* [Action item]: From start to end, print the entire listing below exactly.

* [Entries supplied]:
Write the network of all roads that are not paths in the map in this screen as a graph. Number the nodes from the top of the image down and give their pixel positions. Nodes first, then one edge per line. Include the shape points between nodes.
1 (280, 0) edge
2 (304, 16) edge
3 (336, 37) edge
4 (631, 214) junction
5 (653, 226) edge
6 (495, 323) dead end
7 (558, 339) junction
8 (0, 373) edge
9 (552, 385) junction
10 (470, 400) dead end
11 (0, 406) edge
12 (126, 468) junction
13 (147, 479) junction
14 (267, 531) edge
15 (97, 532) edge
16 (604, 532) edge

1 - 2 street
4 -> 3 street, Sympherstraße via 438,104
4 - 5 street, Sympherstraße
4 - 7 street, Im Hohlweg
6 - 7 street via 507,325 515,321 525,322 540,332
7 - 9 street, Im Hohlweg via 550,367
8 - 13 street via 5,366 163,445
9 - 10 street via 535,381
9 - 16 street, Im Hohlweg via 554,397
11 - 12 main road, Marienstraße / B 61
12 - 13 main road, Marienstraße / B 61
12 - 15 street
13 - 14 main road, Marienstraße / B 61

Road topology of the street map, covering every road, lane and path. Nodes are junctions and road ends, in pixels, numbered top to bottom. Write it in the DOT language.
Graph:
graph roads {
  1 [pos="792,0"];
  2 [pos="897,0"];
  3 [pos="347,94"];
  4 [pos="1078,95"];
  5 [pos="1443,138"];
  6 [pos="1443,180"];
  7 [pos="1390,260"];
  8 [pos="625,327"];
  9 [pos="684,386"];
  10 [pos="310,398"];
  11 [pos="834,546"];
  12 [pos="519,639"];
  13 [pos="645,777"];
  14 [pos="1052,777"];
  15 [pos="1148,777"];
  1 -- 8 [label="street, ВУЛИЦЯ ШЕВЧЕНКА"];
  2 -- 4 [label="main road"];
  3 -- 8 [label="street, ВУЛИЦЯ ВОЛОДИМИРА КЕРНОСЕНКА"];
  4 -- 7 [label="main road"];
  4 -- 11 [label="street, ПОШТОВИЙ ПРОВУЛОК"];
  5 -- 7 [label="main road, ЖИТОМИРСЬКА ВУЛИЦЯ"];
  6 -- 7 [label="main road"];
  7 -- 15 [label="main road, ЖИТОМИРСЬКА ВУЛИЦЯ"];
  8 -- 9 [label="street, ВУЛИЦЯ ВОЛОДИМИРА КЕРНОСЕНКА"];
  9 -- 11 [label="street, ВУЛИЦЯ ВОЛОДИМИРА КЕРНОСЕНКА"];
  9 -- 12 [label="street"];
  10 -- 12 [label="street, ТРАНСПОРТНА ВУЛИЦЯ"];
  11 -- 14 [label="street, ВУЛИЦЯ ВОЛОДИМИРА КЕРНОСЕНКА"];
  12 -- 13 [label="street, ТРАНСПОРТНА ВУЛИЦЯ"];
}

* [Answer section]:
Write the network of all roads that are not paths in the map in this screen as a graph. Number the nodes from the top of the image down and give their pixel positions. Nodes first, then one edge per line. Include the shape points between nodes.
1 (280, 0) edge
2 (304, 16) edge
3 (336, 37) edge
4 (631, 214) junction
5 (653, 226) edge
6 (495, 323) dead end
7 (558, 339) junction
8 (0, 373) edge
9 (552, 385) junction
10 (470, 400) dead end
11 (0, 406) edge
12 (126, 468) junction
13 (147, 479) junction
14 (267, 531) edge
15 (97, 532) edge
16 (604, 532) edge

1 - 2 street
4 -> 3 street, Sympherstraße via 438,104
4 - 5 street, Sympherstraße
4 - 7 street, Im Hohlweg
6 - 7 street via 507,325 515,321 525,322 540,332
7 - 9 street, Im Hohlweg via 550,367
8 - 13 street via 5,366 163,445
9 - 10 street via 535,381
9 - 16 street, Im Hohlweg via 554,397
11 - 12 main road, Marienstraße / B 61
12 - 13 main road, Marienstraße / B 61
12 - 15 street
13 - 14 main road, Marienstraße / B 61

Road topology of the street map, covering every road, lane and path. Nodes are junctions and road ends, in pixels, numbered top to bottom. Write it in the DOT language.
Graph:
graph roads {
  1 [pos="792,0"];
  2 [pos="897,0"];
  3 [pos="347,94"];
  4 [pos="1078,95"];
  5 [pos="1443,138"];
  6 [pos="1443,180"];
  7 [pos="1390,260"];
  8 [pos="625,327"];
  9 [pos="684,386"];
  10 [pos="310,398"];
  11 [pos="834,546"];
  12 [pos="519,639"];
  13 [pos="645,777"];
  14 [pos="1052,777"];
  15 [pos="1148,777"];
  1 -- 8 [label="street, ВУЛИЦЯ ШЕВЧЕНКА"];
  2 -- 4 [label="main road"];
  3 -- 8 [label="street, ВУЛИЦЯ ВОЛОДИМИРА КЕРНОСЕНКА"];
  4 -- 7 [label="main road"];
  4 -- 11 [label="street, ПОШТОВИЙ ПРОВУЛОК"];
  5 -- 7 [label="main road, ЖИТОМИРСЬКА ВУЛИЦЯ"];
  6 -- 7 [label="main road"];
  7 -- 15 [label="main road, ЖИТОМИРСЬКА ВУЛИЦЯ"];
  8 -- 9 [label="street, ВУЛИЦЯ ВОЛОДИМИРА КЕРНОСЕНКА"];
  9 -- 11 [label="street, ВУЛИЦЯ ВОЛОДИМИРА КЕРНОСЕНКА"];
  9 -- 12 [label="street"];
  10 -- 12 [label="street, ТРАНСПОРТНА ВУЛИЦЯ"];
  11 -- 14 [label="street, ВУЛИЦЯ ВОЛОДИМИРА КЕРНОСЕНКА"];
  12 -- 13 [label="street, ТРАНСПОРТНА ВУЛИЦЯ"];
}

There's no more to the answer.